• [Data for review]:
::::

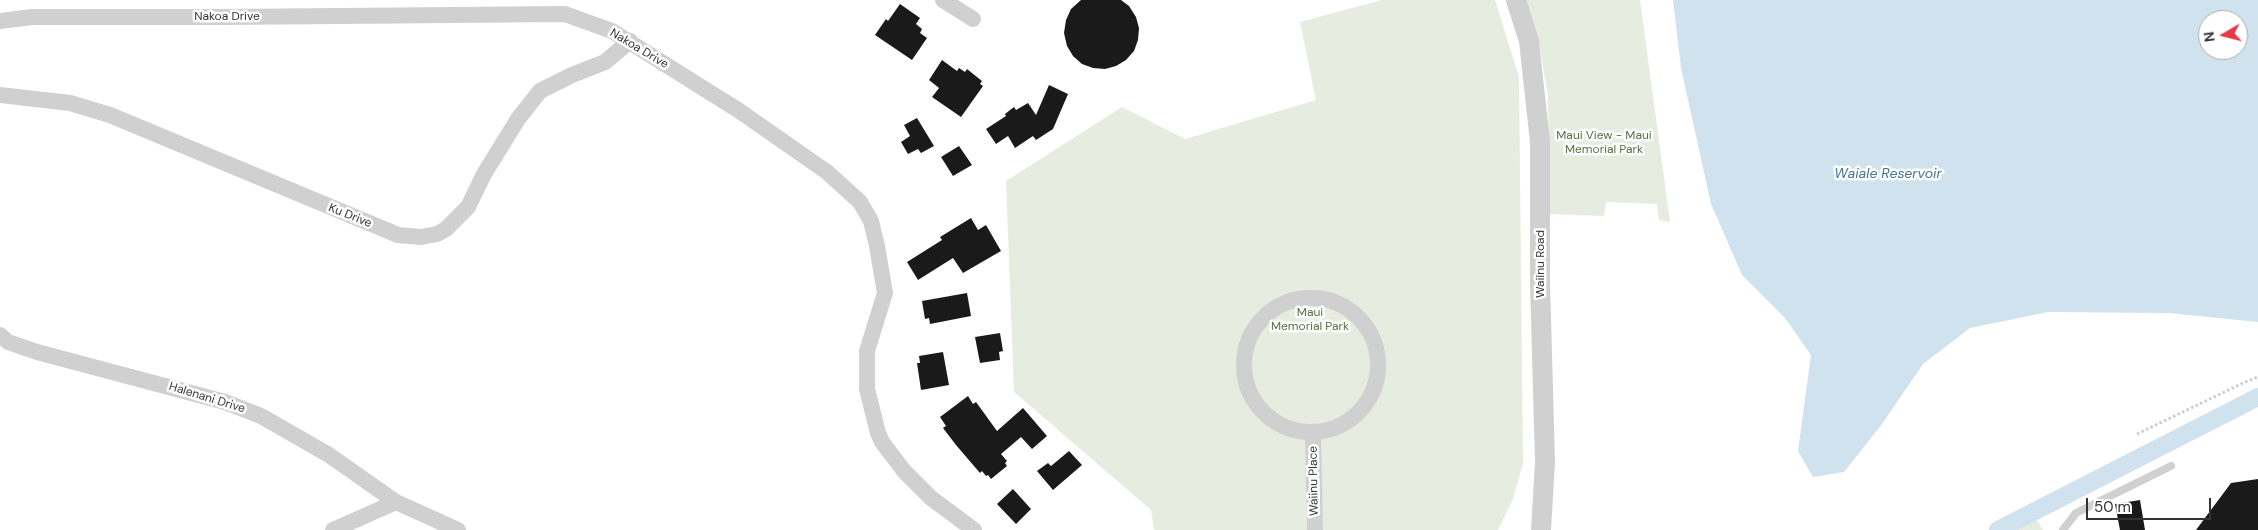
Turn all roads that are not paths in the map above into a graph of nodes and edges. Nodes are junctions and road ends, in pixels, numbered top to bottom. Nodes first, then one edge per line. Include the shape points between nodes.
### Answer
1 (943, 0) edge
2 (1516, 0) edge
3 (973, 19) dead end
4 (0, 21) edge
5 (630, 41) junction
6 (0, 95) edge
7 (3, 344) edge
8 (1313, 433) junction
9 (2171, 466) dead end
10 (396, 502) junction
11 (333, 530) edge
12 (458, 530) edge
13 (974, 530) edge
14 (1315, 530) edge
15 (1541, 530) edge
16 (2062, 530) edge

1 - 3 street
2 - 15 street, Waiinu Road via 1529,41 1540,142 1544,462
4 - 5 street, Nakoa Drive via 32,17 565,14
5 - 6 street, Ku Drive via 605,62 540,91 513,127 468,207 446,229 421,237 398,235 110,115 70,103
5 - 13 street, Nakoa Drive via 819,166 860,202 871,221 885,293 867,351 867,389 878,433 904,471 931,498
7 - 10 street, Halenani Drive via 225,402 261,416 329,455
8 - 8 street, Waiinu Place via 1338,427 1360,411 1374,389 1378,362 1372,336 1357,315 1334,301 1308,296 1283,302 1261,318 1247,340 1243,367 1249,392 1264,414 1287,428
8 - 14 street, Waiinu Place
9 - 16 lane via 2076,513
10 - 11 street
10 - 12 street, Halenani Drive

::::

Nothing but an exact copy of the data above, minus its pictures, should appear in the response.

Turn all roads that are not paths in the map above into a graph of nodes and edges. Nodes are junctions and road ends, in pixels, numbered top to bottom. Nodes first, then one edge per line. Include the shape points between nodes.
### Answer
1 (943, 0) edge
2 (1516, 0) edge
3 (973, 19) dead end
4 (0, 21) edge
5 (630, 41) junction
6 (0, 95) edge
7 (3, 344) edge
8 (1313, 433) junction
9 (2171, 466) dead end
10 (396, 502) junction
11 (333, 530) edge
12 (458, 530) edge
13 (974, 530) edge
14 (1315, 530) edge
15 (1541, 530) edge
16 (2062, 530) edge

1 - 3 street
2 - 15 street, Waiinu Road via 1529,41 1540,142 1544,462
4 - 5 street, Nakoa Drive via 32,17 565,14
5 - 6 street, Ku Drive via 605,62 540,91 513,127 468,207 446,229 421,237 398,235 110,115 70,103
5 - 13 street, Nakoa Drive via 819,166 860,202 871,221 885,293 867,351 867,389 878,433 904,471 931,498
7 - 10 street, Halenani Drive via 225,402 261,416 329,455
8 - 8 street, Waiinu Place via 1338,427 1360,411 1374,389 1378,362 1372,336 1357,315 1334,301 1308,296 1283,302 1261,318 1247,340 1243,367 1249,392 1264,414 1287,428
8 - 14 street, Waiinu Place
9 - 16 lane via 2076,513
10 - 11 street
10 - 12 street, Halenani Drive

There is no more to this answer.